Bye-bye CNN. It’s been nice to know you.
I was kind of a news nerd as a kid. All my other friends watched or played sports while I was the one who raced home to watch the “Huntley-Brinkley Report.” My bedroom walls were lined with the front pages of the New York Daily News (“Man Lands on Moon,” “Israel Defeats Arabs in Desert War,” “Mantle Quits,” “John Lindsay Elected Big Apple Mayor,” “Khe Sanh Overrun by Viet Cong,” etc.).
My life’s timeline can be tracked by my devotion to the famous talking heads of our time. I was too late for Edward R. Murrow but right on time for Walter Cronkite, “The Most Trusted Man in America.” Frank Reynolds, Douglas Edwards, John Chancellor, Dan Rather, Roger Mudd, Howard K. Smith and many others all were my teachers. The pithy and prosaic Eric Severeid was my tutor. Charles Kuralt was my tour guide.
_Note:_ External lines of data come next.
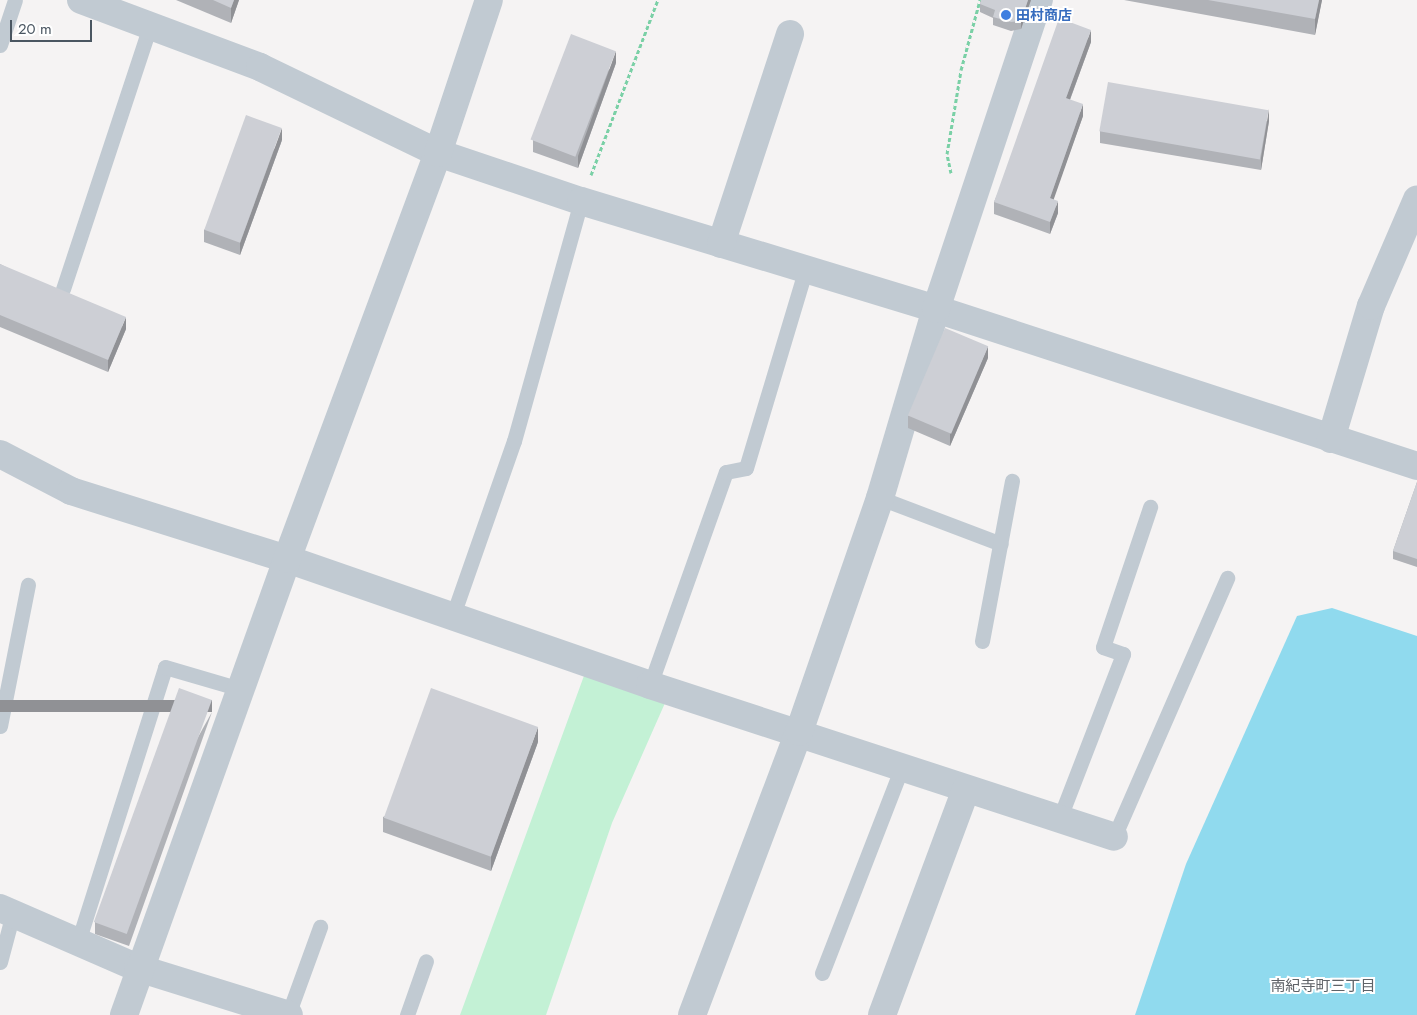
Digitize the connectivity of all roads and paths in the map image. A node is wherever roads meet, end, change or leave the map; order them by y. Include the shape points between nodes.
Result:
1 (15, 0) edge
2 (81, 0) edge
3 (658, 0) edge
4 (980, 0) edge
5 (1039, 0) edge
6 (483, 2) edge
7 (150, 26) junction
8 (790, 34) dead end
9 (0, 45) edge
10 (438, 153) junction
11 (1417, 199) edge
12 (582, 201) junction
13 (970, 210) junction
14 (721, 244) junction
15 (805, 271) junction
16 (63, 289) edge
17 (936, 309) junction
18 (1331, 440) junction
19 (0, 454) edge
20 (1417, 466) edge
21 (1012, 482) dead end
22 (880, 498) junction
23 (1150, 507) dead end
24 (1001, 544) junction
25 (287, 559) junction
26 (1227, 578) dead end
27 (28, 585) dead end
28 (453, 615) junction
29 (982, 641) dead end
30 (650, 685) junction
31 (240, 689) junction
32 (0, 726) edge
33 (799, 732) junction
34 (902, 767) junction
35 (966, 789) junction
36 (1059, 820) junction
37 (1114, 838) joint
38 (7, 910) edge
39 (320, 927) dead end
40 (78, 942) junction
41 (426, 961) dead end
42 (0, 962) edge
43 (138, 968) junction
44 (822, 973) dead end
45 (124, 1015) edge
46 (288, 1015) edge
47 (407, 1015) edge
48 (692, 1015) edge
49 (882, 1015) edge

1 - 9 lane
2 - 7 street
3 - 12 path
4 - 13 path via 961,70 947,154 960,209
5 - 13 street
6 - 10 street
7 - 10 street via 260,67
7 - 16 lane
8 - 14 street
10 - 12 street
10 - 25 street
11 - 18 street via 1371,306
12 - 14 street
12 - 28 lane via 514,441
13 - 17 street
14 - 15 street
15 - 17 street
15 - 30 lane via 746,468 726,472
17 - 18 street
17 - 22 street
18 - 20 street
19 - 25 street via 72,491
21 - 24 lane
22 - 24 lane
22 - 33 street
23 - 36 lane via 1103,647 1123,654
24 - 29 lane
25 - 28 street
25 - 31 street
26 - 37 lane
27 - 32 lane
28 - 30 street
30 - 33 street
31 - 40 lane via 165,667
31 - 43 street
33 - 34 street
33 - 48 street
34 - 35 street
34 - 44 lane
35 - 36 street
35 - 49 street
36 - 37 street
38 - 40 street
38 - 42 lane
39 - 46 lane
40 - 43 street
41 - 47 lane
43 - 45 street
43 - 46 street

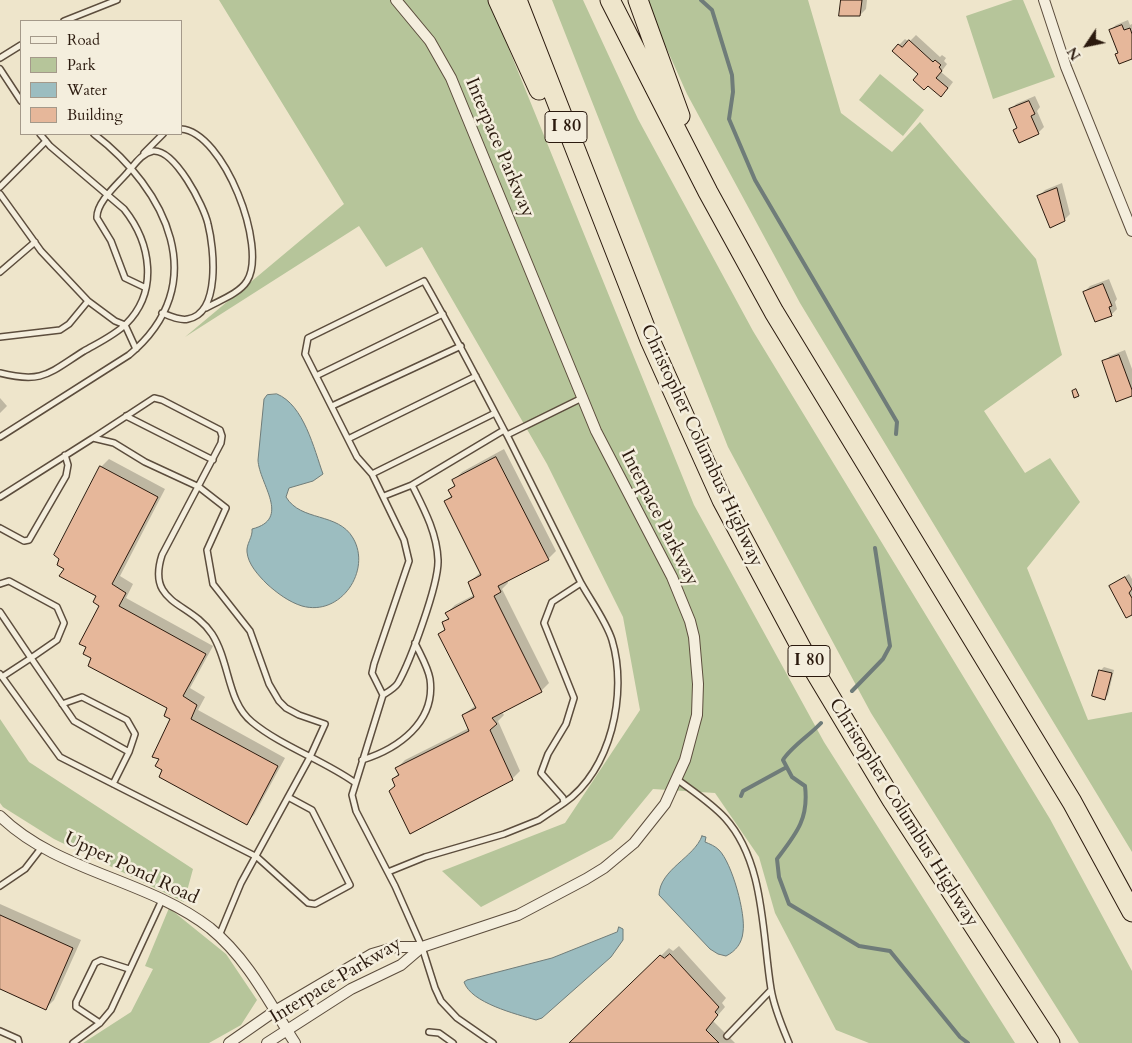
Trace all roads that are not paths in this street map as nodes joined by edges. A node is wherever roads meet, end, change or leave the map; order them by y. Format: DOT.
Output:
graph roads {
  1 [pos="117,0"];
  2 [pos="396,0"];
  3 [pos="498,0"];
  4 [pos="517,0"];
  5 [pos="610,0"];
  6 [pos="638,0"];
  7 [pos="1044,0"];
  8 [pos="67,20"];
  9 [pos="20,46"];
  10 [pos="0,58"];
  11 [pos="0,69"];
  12 [pos="20,100"];
  13 [pos="182,129"];
  14 [pos="41,135"];
  15 [pos="95,135"];
  16 [pos="162,135"];
  17 [pos="46,141"];
  18 [pos="144,154"];
  19 [pos="131,169"];
  20 [pos="0,187"];
  21 [pos="708,192"];
  22 [pos="0,194"];
  23 [pos="109,195"];
  24 [pos="1132,231"];
  25 [pos="35,242"];
  26 [pos="616,253"];
  27 [pos="0,272"];
  28 [pos="146,288"];
  29 [pos="88,301"];
  30 [pos="205,308"];
  31 [pos="162,313"];
  32 [pos="443,314"];
  33 [pos="125,325"];
  34 [pos="0,337"];
  35 [pos="461,346"];
  36 [pos="136,349"];
  37 [pos="0,373"];
  38 [pos="316,376"];
  39 [pos="476,376"];
  40 [pos="582,398"];
  41 [pos="332,406"];
  42 [pos="495,413"];
  43 [pos="126,416"];
  44 [pos="505,433"];
  45 [pos="0,437"];
  46 [pos="93,438"];
  47 [pos="348,439"];
  48 [pos="65,455"];
  49 [pos="213,460"];
  50 [pos="372,474"];
  51 [pos="412,485"];
  52 [pos="199,487"];
  53 [pos="384,496"];
  54 [pos="0,498"];
  55 [pos="0,528"];
  56 [pos="581,583"];
  57 [pos="0,584"];
  58 [pos="0,612"];
  59 [pos="414,643"];
  60 [pos="31,658"];
  61 [pos="1,675"];
  62 [pos="383,695"];
  63 [pos="62,704"];
  64 [pos="128,752"];
  65 [pos="310,756"];
  66 [pos="362,760"];
  67 [pos="678,780"];
  68 [pos="354,782"];
  69 [pos="113,784"];
  70 [pos="288,797"];
  71 [pos="564,803"];
  72 [pos="0,816"];
  73 [pos="42,846"];
  74 [pos="257,857"];
  75 [pos="388,872"];
  76 [pos="0,886"];
  77 [pos="162,900"];
  78 [pos="1132,912"];
  79 [pos="219,937"];
  80 [pos="422,947"];
  81 [pos="129,969"];
  82 [pos="771,990"];
  83 [pos="275,1011"];
  84 [pos="100,1023"];
  85 [pos="287,1029"];
  86 [pos="0,1031"];
  87 [pos="429,1032"];
  88 [pos="728,1036"];
  89 [pos="19,1043"];
  90 [pos="74,1043"];
  91 [pos="229,1043"];
  92 [pos="267,1043"];
  93 [pos="295,1043"];
  94 [pos="453,1043"];
  95 [pos="493,1043"];
  96 [pos="789,1043"];
  97 [pos="1050,1043"];
  1 -- 8 [label="lane"];
  2 -- 40 [label="street, Interpace Parkway"];
  3 -- 26 [label="highway"];
  4 -- 26 [label="highway, Christopher Columbus Highway / I 80"];
  5 -- 21 [label="highway"];
  6 -- 21 [label="highway"];
  7 -- 24 [label="street"];
  9 -- 10 [label="lane"];
  11 -- 12 [label="lane"];
  13 -- 30 [label="lane"];
  14 -- 17 [label="lane"];
  15 -- 19 [label="lane"];
  16 -- 18 [label="lane"];
  17 -- 20 [label="lane"];
  17 -- 23 [label="lane"];
  18 -- 19 [label="lane"];
  18 -- 30 [label="lane"];
  19 -- 23 [label="lane"];
  19 -- 31 [label="lane"];
  21 -- 78 [label="highway"];
  22 -- 25 [label="lane"];
  23 -- 28 [label="lane"];
  23 -- 28 [label="lane"];
  25 -- 27 [label="lane"];
  25 -- 29 [label="lane"];
  26 -- 97 [label="highway, Christopher Columbus Highway / I 80"];
  28 -- 33 [label="lane"];
  29 -- 33 [label="lane"];
  29 -- 34 [label="lane"];
  30 -- 31 [label="lane"];
  31 -- 36 [label="lane"];
  32 -- 35 [label="lane"];
  32 -- 38 [label="lane"];
  32 -- 38 [label="lane"];
  33 -- 36 [label="lane"];
  33 -- 37 [label="lane"];
  35 -- 39 [label="lane"];
  35 -- 41 [label="lane"];
  36 -- 45 [label="lane"];
  38 -- 41 [label="lane"];
  39 -- 42 [label="lane"];
  39 -- 47 [label="lane"];
  40 -- 44 [label="lane"];
  40 -- 67 [label="street, Interpace Parkway"];
  41 -- 47 [label="lane"];
  42 -- 44 [label="lane"];
  42 -- 50 [label="lane"];
  43 -- 46 [label="lane"];
  43 -- 49 [label="lane"];
  43 -- 49 [label="lane"];
  44 -- 51 [label="lane"];
  44 -- 56 [label="lane"];
  46 -- 48 [label="lane"];
  46 -- 52 [label="lane"];
  47 -- 50 [label="lane"];
  48 -- 54 [label="lane"];
  48 -- 55 [label="lane"];
  49 -- 52 [label="lane"];
  50 -- 53 [label="lane"];
  51 -- 53 [label="lane"];
  51 -- 59 [label="lane"];
  52 -- 65 [label="lane"];
  52 -- 65 [label="lane"];
  53 -- 62 [label="lane"];
  56 -- 71 [label="lane"];
  56 -- 71 [label="lane"];
  57 -- 60 [label="lane"];
  58 -- 60 [label="lane"];
  59 -- 62 [label="lane"];
  59 -- 66 [label="lane"];
  60 -- 61 [label="lane"];
  60 -- 63 [label="lane"];
  61 -- 69 [label="lane"];
  62 -- 66 [label="lane"];
  63 -- 64 [label="lane"];
  63 -- 64 [label="lane"];
  64 -- 69 [label="lane"];
  65 -- 68 [label="lane"];
  65 -- 70 [label="lane"];
  66 -- 68 [label="lane"];
  67 -- 80 [label="street, Interpace Parkway"];
  67 -- 82 [label="lane"];
  68 -- 75 [label="lane"];
  69 -- 74 [label="lane"];
  70 -- 74 [label="lane"];
  70 -- 74 [label="lane"];
  71 -- 75 [label="lane"];
  72 -- 73 [label="street, Upper Pond Road"];
  73 -- 76 [label="lane"];
  73 -- 77 [label="street, Upper Pond Road"];
  74 -- 79 [label="lane"];
  75 -- 80 [label="lane"];
  77 -- 79 [label="street, Upper Pond Road"];
  77 -- 81 [label="lane"];
  79 -- 83 [label="street, Upper Pond Road"];
  80 -- 83 [label="street, Interpace Parkway"];
  80 -- 85 [label="street, Interpace Parkway"];
  80 -- 95 [label="lane"];
  81 -- 84 [label="lane"];
  81 -- 84 [label="lane"];
  82 -- 88 [label="lane"];
  82 -- 96 [label="lane"];
  83 -- 85 [label="street, Upper Pond Road"];
  83 -- 91 [label="street, Interpace Parkway"];
  84 -- 90 [label="lane"];
  85 -- 92 [label="street, Interpace Parkway"];
  85 -- 93 [label="street, Upper Pond Road"];
  86 -- 89 [label="lane"];
  87 -- 94 [label="lane"];
}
The early days of CNN were heady times for those of us addicted to broadcast journalism. Who can ever forget Bernie Shaw and Peter Arnett hunkering down on a balcony ledge in downtown Baghdad the night “Shock and Awe” came thundering down as America unleashed its war machines against Saddam Hussein?
Or poor Aaron Brown, on his very first day at CNN, being in the anchor seat in midtown Manhattan describing the horror of the World Trade Center towers falling into a heap of rubble. On Jan. 28, 1986, when the Space Shuttle Challenger blew up killing all seven of its astronauts the whole world turned to CNN, the only network that was covering the launch live.
CNN chased the clock around the globe for us welcoming in the new century in 2000. When Baby Jessica was yanked from the center of the Earth in 1987 millions were glued to CNN. When the Berlin Wall came tumbling down, CNN was virtually sitting on top of it bringing the coverage to a waiting and relieved world. The infamous hanging chads of Florida? CNN helped us count each one.